Nous remercions chaleureusement les ruraux des MRC d’Arthabaska et de Brome-Missisquoi ayant accepté de contribuer à cette recherche en partageant leur expérience de la campagne. Cette recherche a bénéficié de l’appui financier du Conseil de recherches en sciences humaines du Canada.

NOTES

1 Nous avons réalisé 71 entrevues qualitatives d’environ 90 minutes auprès de néoruraux (47) et de ruraux de longue date (24), auxquelles s’ajoutent plusieurs années d’observation participante.
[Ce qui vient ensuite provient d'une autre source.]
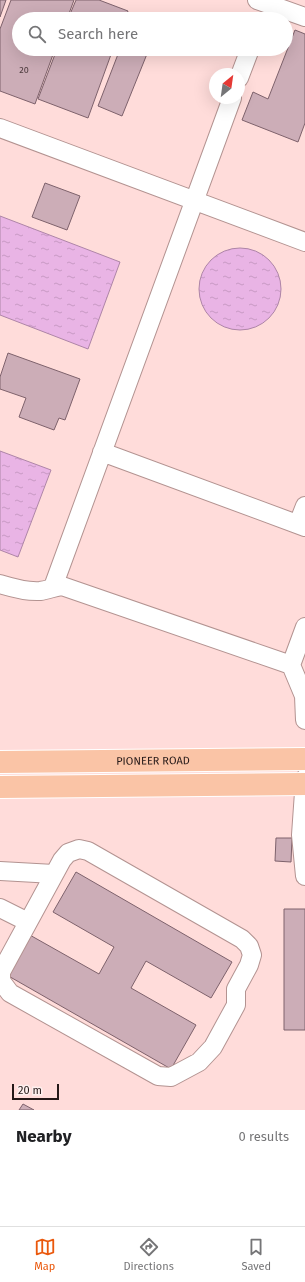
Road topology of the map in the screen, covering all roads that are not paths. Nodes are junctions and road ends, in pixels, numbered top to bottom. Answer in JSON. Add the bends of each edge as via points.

2 Les sigles suivants sont privilégiés afin de simplifier la présentation des extraits d’entrevues : Arthabaska (AR); Brome-Missisquoi (BM); résident de longue date (LD) et nouveau résident (NÉO).

3 Encore aujourd’hui, le niveau de scolarité des ruraux est moins élevé qu’en milieu urbain, près de 29 % des ruraux ayant un niveau de scolarité inférieur à un diplôme d’études secondaires, contre 20 % des urbains. Ajoutons que la proportion des ruraux détenant un diplôme universitaire est deux fois moindre (10 %) que celle en milieu urbain (22 %) (Statistique Canada, recensement de 2011, cité dans Jean, Desrosiers et Dionne, 2014). Les données de l'Enquête sur la population active menée par Statistique Canada en 2018 laissent poindre une tendance similaire. Par exemple, au Québec, les régions administratives accueillant les principaux centres urbains (c.-à-d. Montréal, Capitale-Nationale, Laval, Outaouais et Montérégie) accusent de plus fortes proportions de population ayant obtenu un certificat, un diplôme ou un grade universitaire (Institut de la statistique du Québec, 2019, p. 23).